The story was false. Investigators would later say so, unequivocally. But by the time the truth arrived, the lie had already done its work.
Freeman, a temporary election worker who had spent years helping to process ballots in Fulton County, first learned she was famous when strangers began appearing at her doorstep. Some were aggressive. Others claimed they wanted to “help.” Her phone filled with messages—racist, violent, explicit. One warned her to “be glad it’s 2020 and not 1920,” a line that collapsed history into threat. Another suggested she should be hanged.
Moss, who had worked in elections since she was in her early twenties, stopped answering her phone altogether. She feared going to the grocery store. She stopped posting online. She withdrew from friends. Her grandmother urged her to leave town.
What neither woman had was a megaphone.
The claims against them were amplified by the most powerful voices in American politics, including the sitting president at the time and his personal lawyer. Their names were spoken from podiums, repeated at rallies, embedded in a story that cast them not as public servants but as criminals—Black women made legible to millions as villains in a morality play about stolen democracy.
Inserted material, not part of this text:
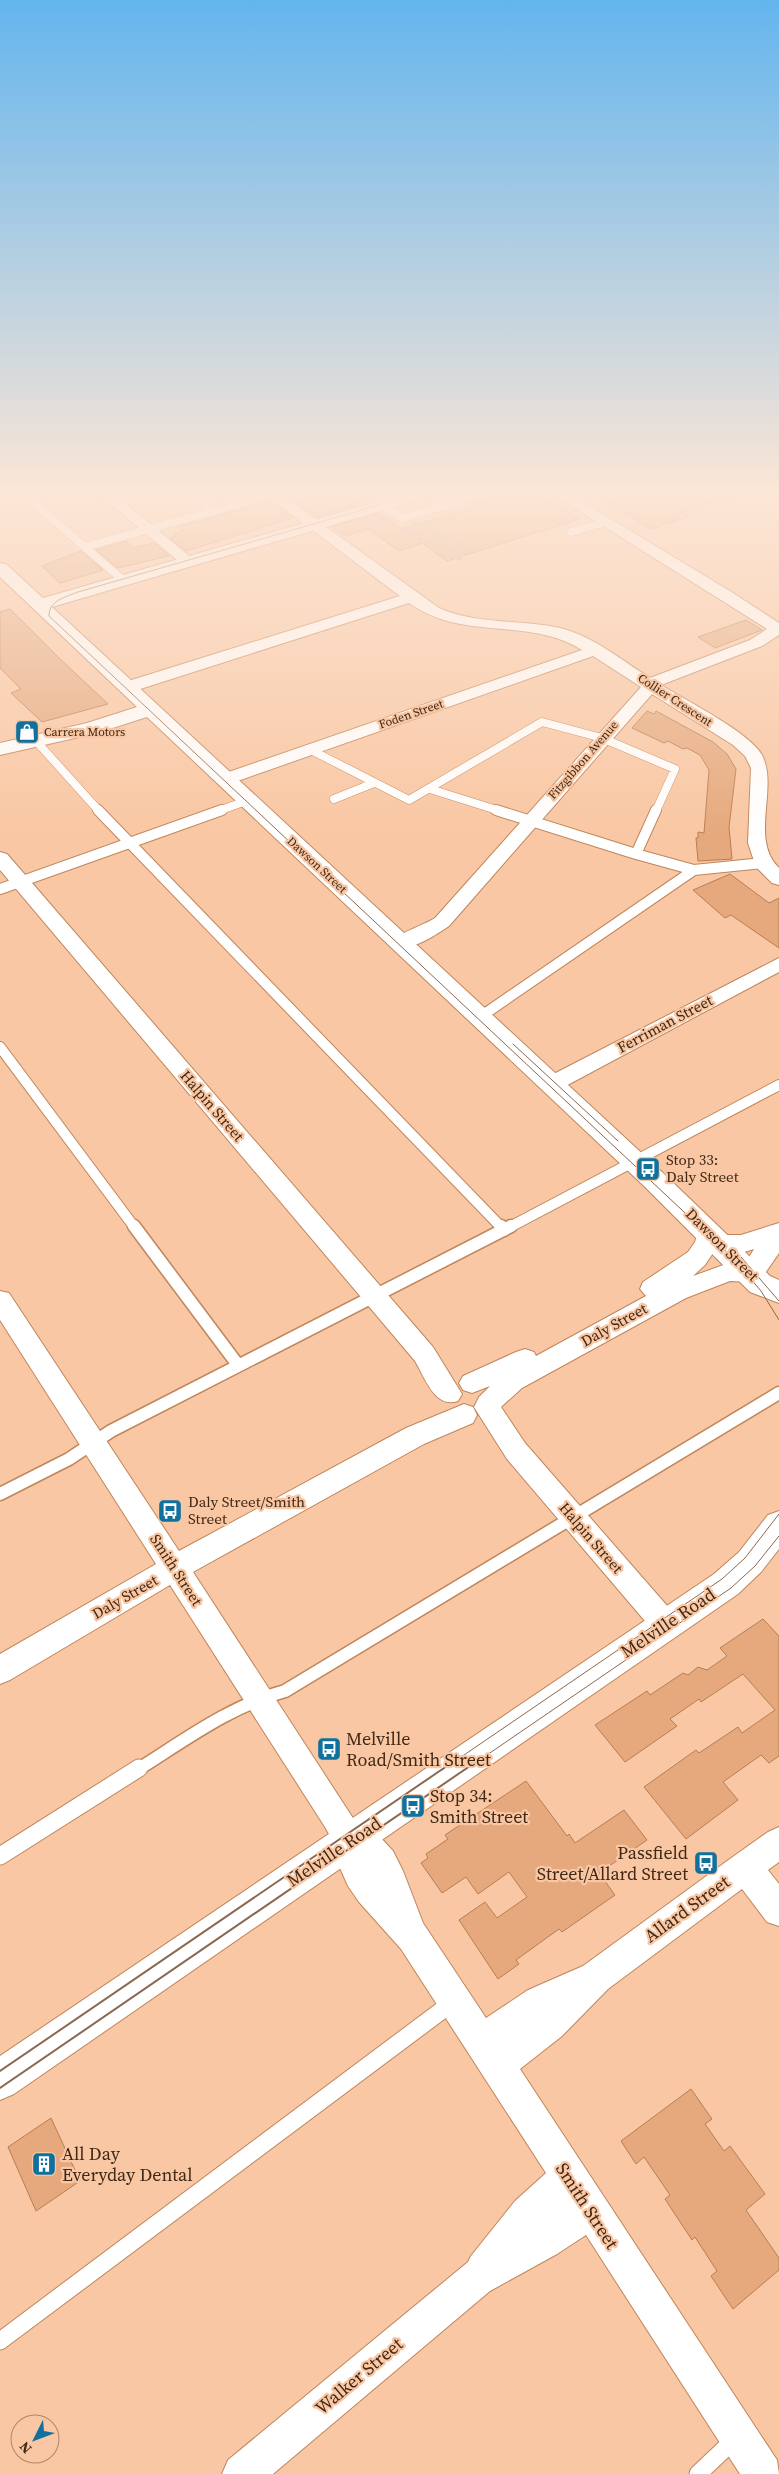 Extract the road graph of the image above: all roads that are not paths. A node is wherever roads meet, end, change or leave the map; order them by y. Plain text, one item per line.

In June 2022, Moss testified before the House committee investigating January 6. Her voice was controlled, almost flat, as she described what the video had taken from her: safety, anonymity, the sense that civic participation was a shield rather than a risk.
“I don’t want anyone knowing my name,” she told lawmakers. “I don’t want to go anywhere where people know my name.”
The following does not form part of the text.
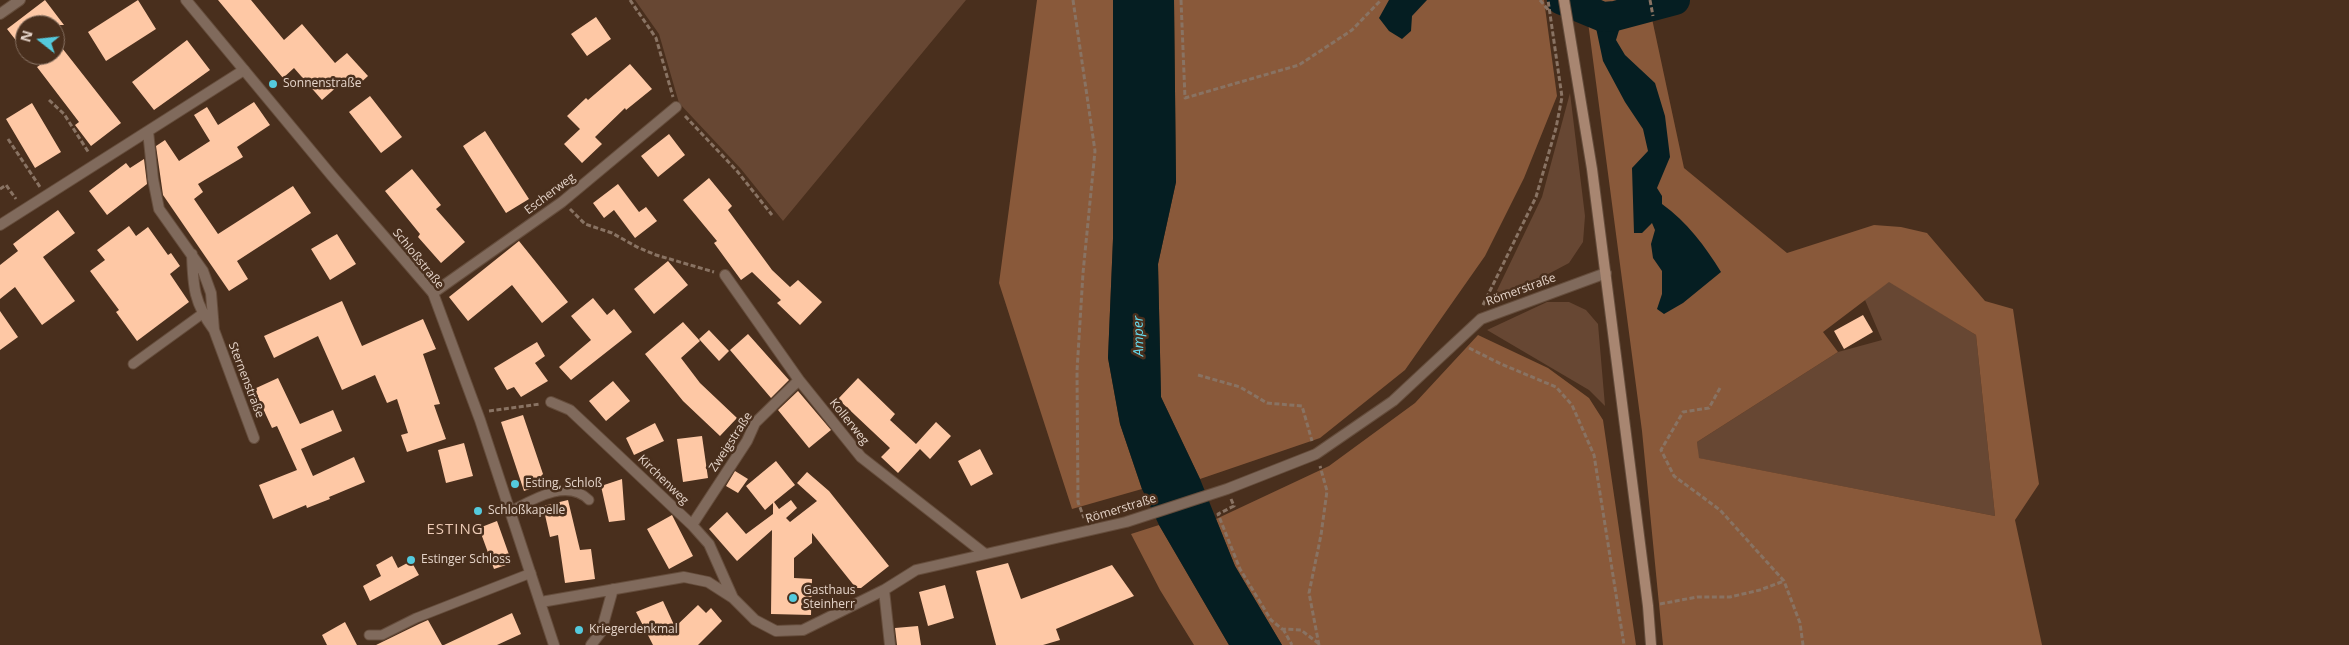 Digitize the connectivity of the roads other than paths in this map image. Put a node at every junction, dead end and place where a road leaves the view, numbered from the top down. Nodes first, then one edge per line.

Freeman sat behind her, silent. The camera lingered. The country watched. For a moment, there was recognition—applause, praise, a sense that the record had been corrected.
But recognition is not restoration.
Accountability arrived—then drifted away
If the attack on Moss and Freeman was public and instantaneous, accountability came slowly—and only because the women forced it to.
They sued.
Their defamation case against Rudy Giuliani became one of the clearest legal tests of the post-2020 disinformation era: could someone be held financially responsible for lies that spread faster than corrections and did more damage than any retraction could undo?
In December 2023, a jury answered yes—resoundingly. The $148 million verdict was not just compensatory; it was punitive, calibrated to signal that reputational destruction carried a cost.
Giuliani’s response was not contrition. It was resistance.
He publicly dismissed the judgment as absurd. He continued, at times, to repeat the same allegations the jury had found defamatory. He failed to comply with court orders to turn over financial records. A judge found him in contempt. Deadlines came and went. Assets remained undisclosed.
Behind the scenes, Giuliani mounted a familiar strategy: delay, diminish, and drain.
He filed for bankruptcy protection, triggering months of procedural wrangling that shifted the case from a question of harm to a question of solvency. Lawyers argued over whether his Manhattan apartment, his Palm Beach condo, his memorabilia, his future income—from podcasts, appearances, whatever remained of his brand—could be seized.
For Moss and Freeman, the process was exhausting. Winning did not feel like winning. Each filing meant another headline, another reminder that the men who lied about them still commanded attention, still found ways to center themselves in the story.
When a settlement was finally reached in early 2025, it was described as having “fully satisfied” the judgment. Giuliani kept key properties. He agreed, again, not to defame them further.
What the settlement could not do was return the years lost to fear, or the trust eroded in the idea that telling the truth is enough.
And then, as the civil case wound down, the political context shifted again.
Giuliani—now a legally adjudicated defamer of election workers—became a beneficiary of presidential clemency. The pardon did not erase the verdict, but it did something more subtle: it reframed his conduct as forgivable, even honorable, within the moral universe of the Administration.
For Moss and Freeman, this was the quietest betrayal.
They had done everything the system asked of them. They testified. They endured cross-examination. They waited. They won. And still, the federal government chose to extend grace not to the women whose lives were dismantled by a lie, but to the men who told it—and to the official who breached election systems in its name.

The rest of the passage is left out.